Genistein alleviates β-amyloid-induced inflammatory damage through regulating Toll-like receptor 4/nuclear factor κB.

Genistein (GEN), a major soybean isoflavone (SIF), might possess neuroprotective properties through its anti-inflammatory activity. We hypothesized that GEN could prevent the inflammatory damage detected in C6 cells induced by β-amyloid peptides 25-35 (Aβ25-35). Accordingly, we evaluated the inflammatory damage induced by Aβ25-35 and the protective effect of GEN against Aβ25-35 in C6 cells.

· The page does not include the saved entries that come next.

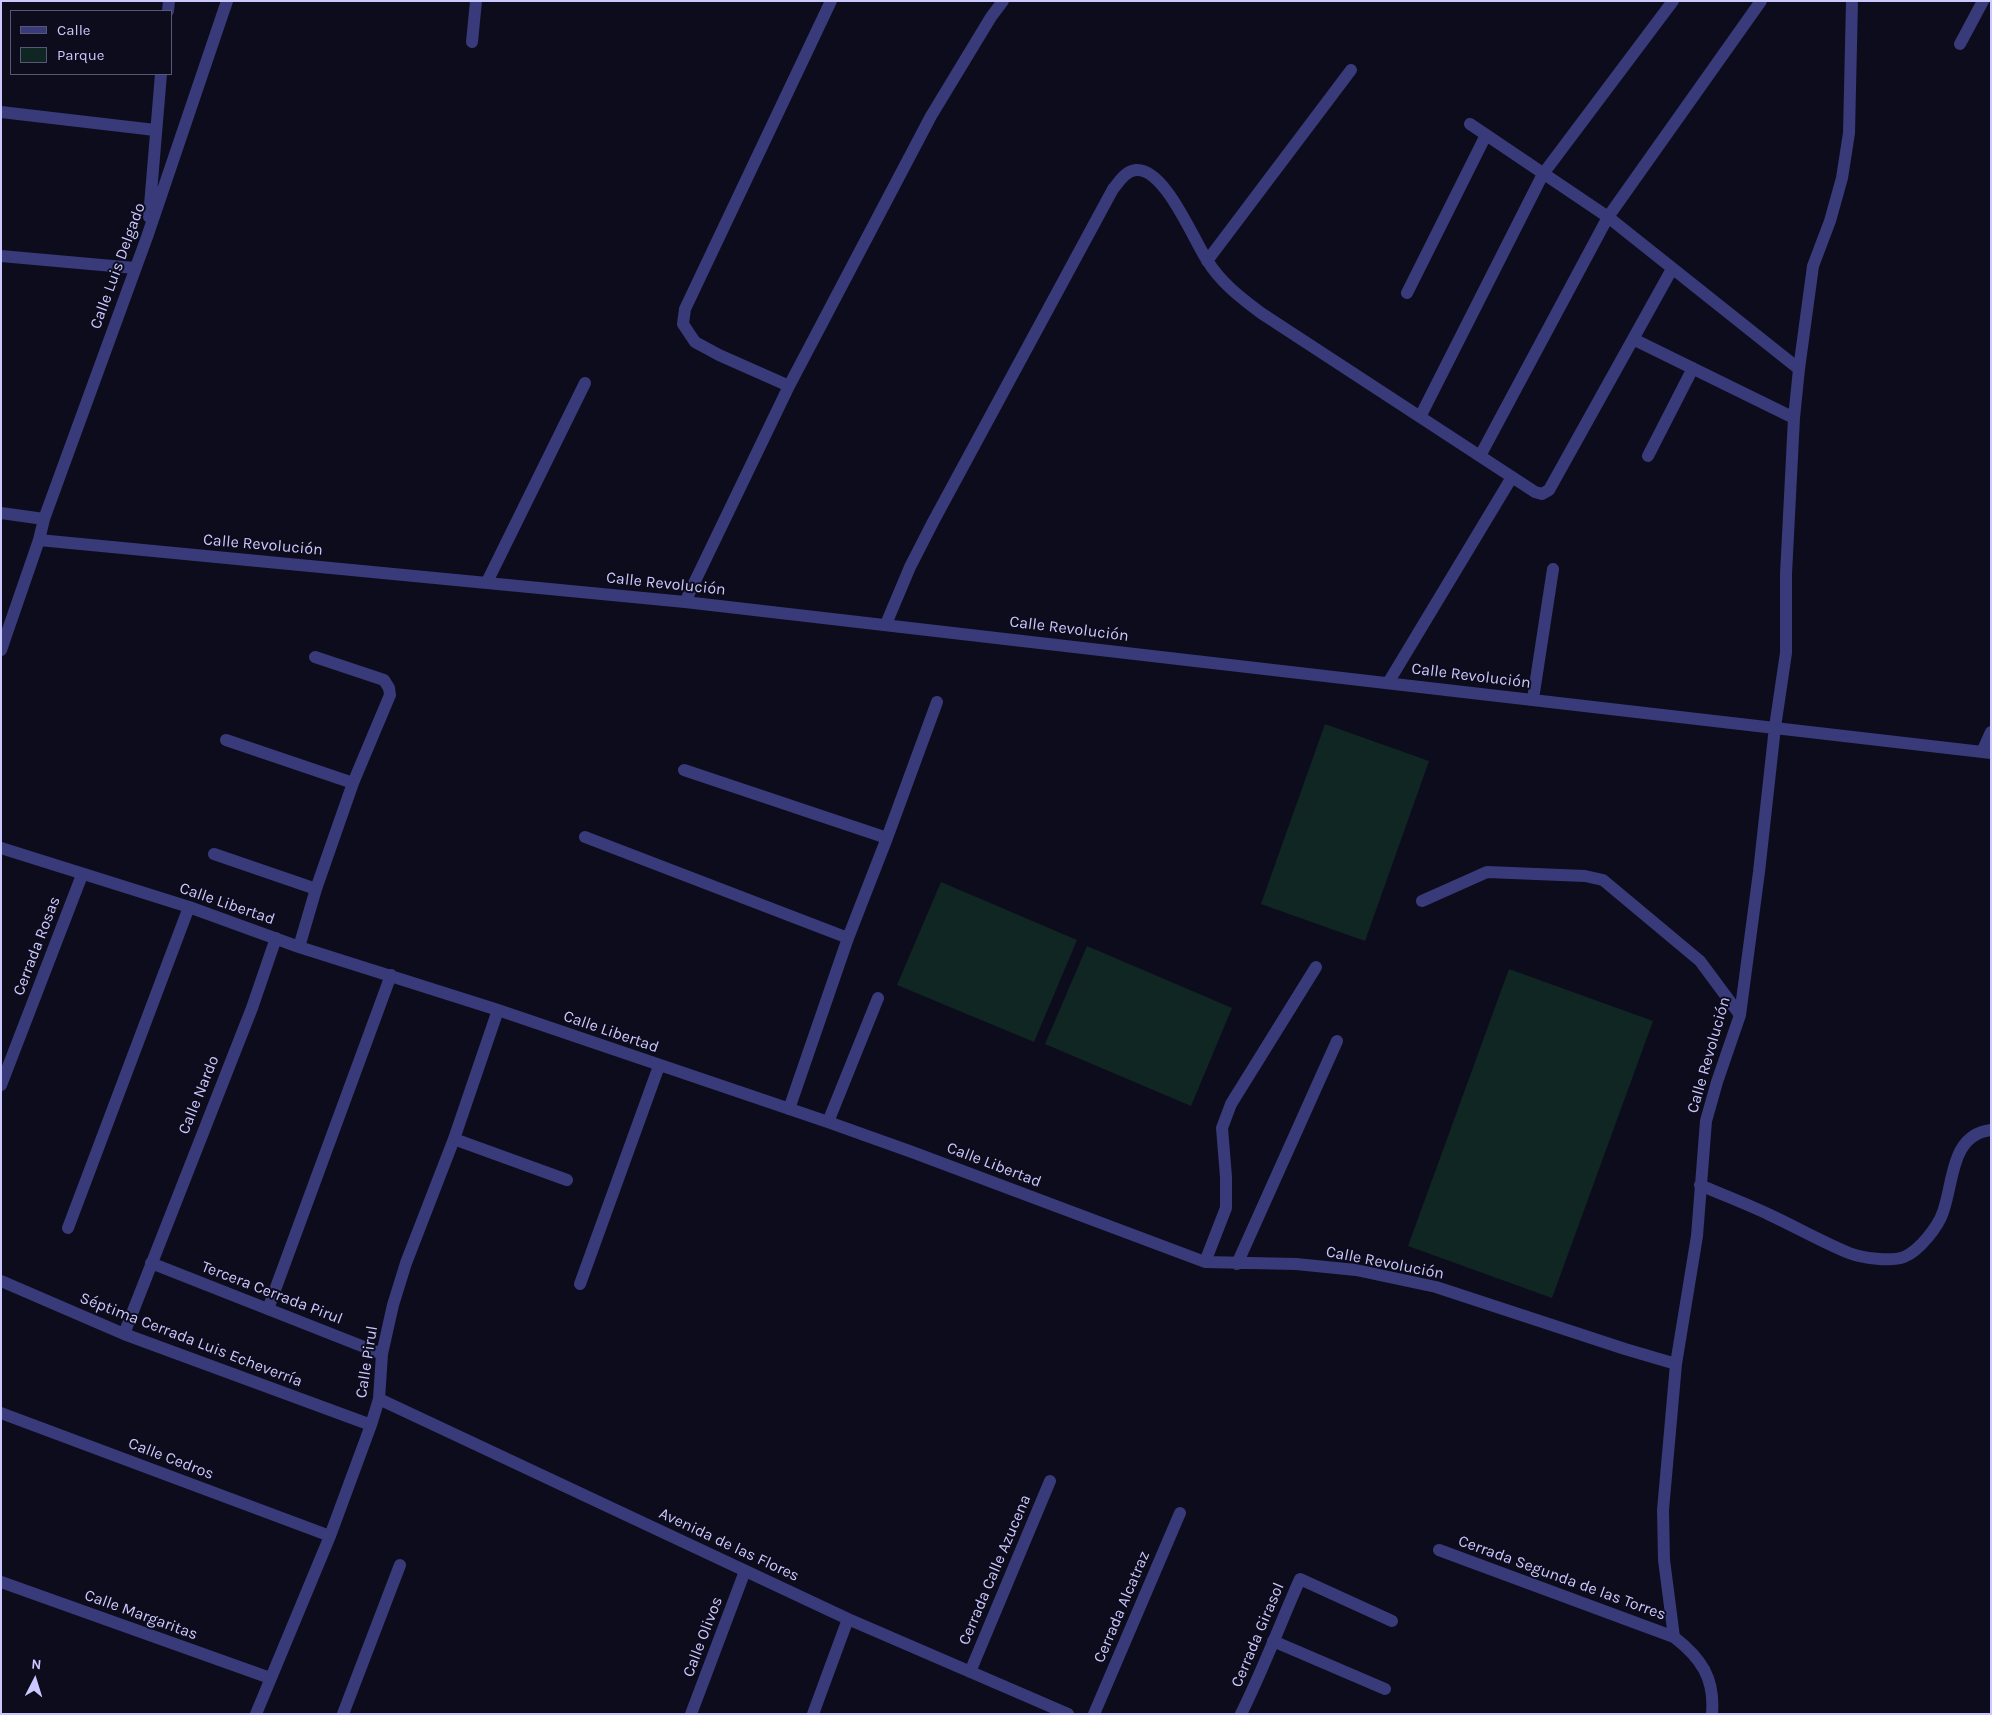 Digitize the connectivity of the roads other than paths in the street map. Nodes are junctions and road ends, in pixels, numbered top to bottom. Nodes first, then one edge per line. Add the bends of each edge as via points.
1 (226, 1) edge
2 (476, 1) edge
3 (831, 1) edge
4 (1003, 1) edge
5 (1673, 1) edge
6 (1761, 1) edge
7 (1852, 1) edge
8 (1983, 1) edge
9 (472, 42) dead end
10 (1960, 44) dead end
11 (1351, 70) dead end
12 (161, 75) edge
13 (1, 112) edge
14 (1470, 124) dead end
15 (155, 130) junction
16 (1486, 135) junction
17 (1543, 174) junction
18 (1608, 217) junction
19 (147, 236) junction
20 (1, 256) edge
21 (1207, 261) junction
22 (134, 268) junction
23 (1672, 269) junction
24 (1407, 293) dead end
25 (1633, 338) junction
26 (1692, 368) junction
27 (1799, 369) junction
28 (586, 382) dead end
29 (789, 386) junction
30 (1420, 417) junction
31 (1794, 418) junction
32 (1480, 456) junction
33 (1648, 456) dead end
34 (1512, 477) junction
35 (1, 513) edge
36 (44, 518) junction
37 (39, 540) junction
38 (1553, 569) dead end
39 (487, 582) junction
40 (685, 602) junction
41 (886, 624) junction
42 (1, 650) edge
43 (315, 657) dead end
44 (1388, 682) junction
45 (1533, 699) junction
46 (937, 702) dead end
47 (1775, 727) junction
48 (1991, 732) edge
49 (226, 740) dead end
50 (1986, 752) edge
51 (684, 770) dead end
52 (353, 783) junction
53 (585, 837) dead end
54 (887, 838) junction
55 (1, 848) edge
56 (214, 854) dead end
57 (82, 875) junction
58 (316, 889) junction
59 (1422, 901) dead end
60 (189, 907) junction
61 (276, 938) junction
62 (848, 938) junction
63 (299, 947) junction
64 (1316, 967) dead end
65 (391, 975) junction
66 (878, 998) dead end
67 (498, 1010) junction
68 (1740, 1015) junction
69 (1337, 1041) dead end
70 (659, 1066) junction
71 (1, 1085) edge
72 (789, 1109) junction
73 (828, 1122) junction
74 (1991, 1130) edge
75 (454, 1139) junction
76 (566, 1180) dead end
77 (1700, 1185) junction
78 (68, 1228) dead end
79 (1205, 1262) junction
80 (151, 1263) junction
81 (1237, 1264) junction
82 (1, 1281) edge
83 (580, 1284) dead end
84 (268, 1309) junction
85 (124, 1334) junction
86 (382, 1354) junction
87 (1676, 1364) junction
88 (379, 1400) junction
89 (1, 1413) edge
90 (371, 1425) junction
91 (1050, 1481) dead end
92 (1180, 1513) dead end
93 (330, 1536) junction
94 (1439, 1550) dead end
95 (400, 1565) dead end
96 (745, 1571) junction
97 (1, 1582) edge
98 (848, 1619) junction
99 (1392, 1621) dead end
100 (1674, 1637) junction
101 (1273, 1641) junction
102 (970, 1672) junction
103 (270, 1678) junction
104 (1385, 1689) dead end
105 (256, 1714) edge
106 (343, 1714) edge
107 (691, 1714) edge
108 (813, 1714) edge
109 (1068, 1714) edge
110 (1094, 1714) edge
111 (1241, 1714) edge
112 (1712, 1714) edge

1 - 19 street, Calle Luis Delgado
2 - 9 street
3 - 29 street via 684,309 683,324 695,342
4 - 29 street via 931,116
5 - 17 street
6 - 18 street
7 - 27 street via 1849,133 1842,178 1813,266
8 - 10 street
11 - 21 street
12 - 15 street
13 - 15 street
14 - 16 street
15 - 19 street
16 - 17 street
16 - 24 street
17 - 18 street
17 - 30 street
18 - 23 street
18 - 32 street
19 - 22 street, Calle Luis Delgado
20 - 22 street
21 - 30 street via 1220,278 1261,313
21 - 41 street via 1166,189 1144,172 1136,170 1125,175 1113,189 933,522
22 - 36 street, Calle Luis Delgado
23 - 25 street
23 - 27 street
25 - 26 street
25 - 34 street via 1549,490 1542,494 1535,492
26 - 31 street
26 - 33 street
27 - 31 street
28 - 39 street
29 - 40 street
30 - 32 street
31 - 47 street via 1786,574 1786,653
32 - 34 street
34 - 44 street
35 - 36 street
36 - 37 street, Calle Luis Delgado
37 - 39 street, Calle Revolución
37 - 42 street
38 - 45 street
39 - 40 street, Calle Revolución
40 - 41 street, Calle Revolución
41 - 44 street, Calle Revolución
43 - 52 street via 384,680 389,688 390,696
44 - 45 street, Calle Revolución
45 - 47 street, Calle Revolución
46 - 54 street
47 - 50 street
47 - 68 street, Calle Revolución
48 - 50 street
49 - 52 street
51 - 54 street
52 - 58 street
53 - 62 street
54 - 62 street
55 - 57 street, Calle Libertad
56 - 58 street
57 - 60 street, Calle Libertad
57 - 71 street, Cerrada Rosas
58 - 63 street
59 - 68 street via 1487,872 1585,876 1603,880 1700,961
60 - 61 street, Calle Libertad
60 - 78 street
61 - 63 street, Calle Libertad
61 - 80 street, Calle Nardo via 252,1008
62 - 72 street
63 - 65 street, Calle Libertad
64 - 79 street via 1231,1104 1222,1128 1226,1208
65 - 67 street, Calle Libertad
65 - 84 street
66 - 73 street
67 - 70 street, Calle Libertad
67 - 75 street, Calle Pirul
68 - 77 street, Calle Revolución via 1706,1121
69 - 81 street
70 - 72 street, Calle Libertad
70 - 83 street
72 - 73 street, Calle Libertad
73 - 79 street, Calle Libertad
74 - 77 street via 1982,1131 1961,1148 1955,1159 1943,1213 1913,1254 1900,1258 1886,1260 1850,1253
75 - 76 street
75 - 86 street, Calle Pirul via 406,1264
77 - 87 street, Calle Revolución via 1697,1236
79 - 81 street, Calle Revolución
80 - 84 street, Tercera Cerrada Pirul
80 - 85 street, Calle Nardo
81 - 87 street, Calle Revolución via 1296,1264 1356,1270 1436,1287
82 - 85 street, Séptima Cerrada Luis Echeverría
84 - 86 street, Tercera Cerrada Pirul
85 - 90 street, Séptima Cerrada Luis Echeverría
86 - 88 street, Calle Pirul
87 - 100 street via 1663,1510 1664,1560
88 - 90 street, Calle Pirul
88 - 96 street, Avenida de las Flores
89 - 93 street, Calle Cedros
90 - 93 street, Calle Pirul
91 - 102 street, Cerrada Calle Azucena
92 - 110 street, Cerrada Alcatraz
93 - 103 street, Calle Pirul
94 - 100 street, Cerrada Segunda de las Torres
95 - 106 street
96 - 98 street, Avenida de las Flores
96 - 107 street, Calle Olivos
97 - 103 street, Calle Margaritas
98 - 102 street, Avenida de las Flores
98 - 108 street
99 - 101 street, Cerrada Girasol via 1300,1579
100 - 112 street via 1707,1673 1714,1699
101 - 104 street
101 - 111 street, Cerrada Girasol
102 - 109 street, Avenida de las Flores
103 - 105 street, Calle Pirul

In our study, the C6 glial cells (rats glioma cell lines) were preincubated with or without GEN for 2 h following incubation with Aβ25-35 for another 24 h. Then, methylthiazolyl tetrazolium (MTT) assay was used to assess the cell viability. Immunofluorescence staining was used to identify the C6 cells. Inflammatory factors tumor necrosis factor (TNF)-α and interleukin (IL)-1β were analyzed by using enzyme-linked immunosorbent assay (ELISA). Western blot analysis and reverse transcription-polymerase chain reaction analysis were performed to assess the expression of Toll-like receptors 4 (TLR4), inhibitor of kappaB-alpha (IκB-α). The current results showed that GEN could alleviate Aβ25-35-induced cell apoptosis and prevent Aβ25-35-induced TNF-α and IL-1β release from C6 cells. In addition, GEN prevented Aβ25-35-induced upregulation of the gene and protein expression of TLR4, and GEN significantly upregulated the expression of IκB-α in C6 cells damaged by Aβ25-35. These results suggest that GEN can alleviate the inflammatory stress caused by Aβ25-35 treatment, which might be associated with the neuroprotective effect of GEN regulating the TLR4/NFκB signaling pathway.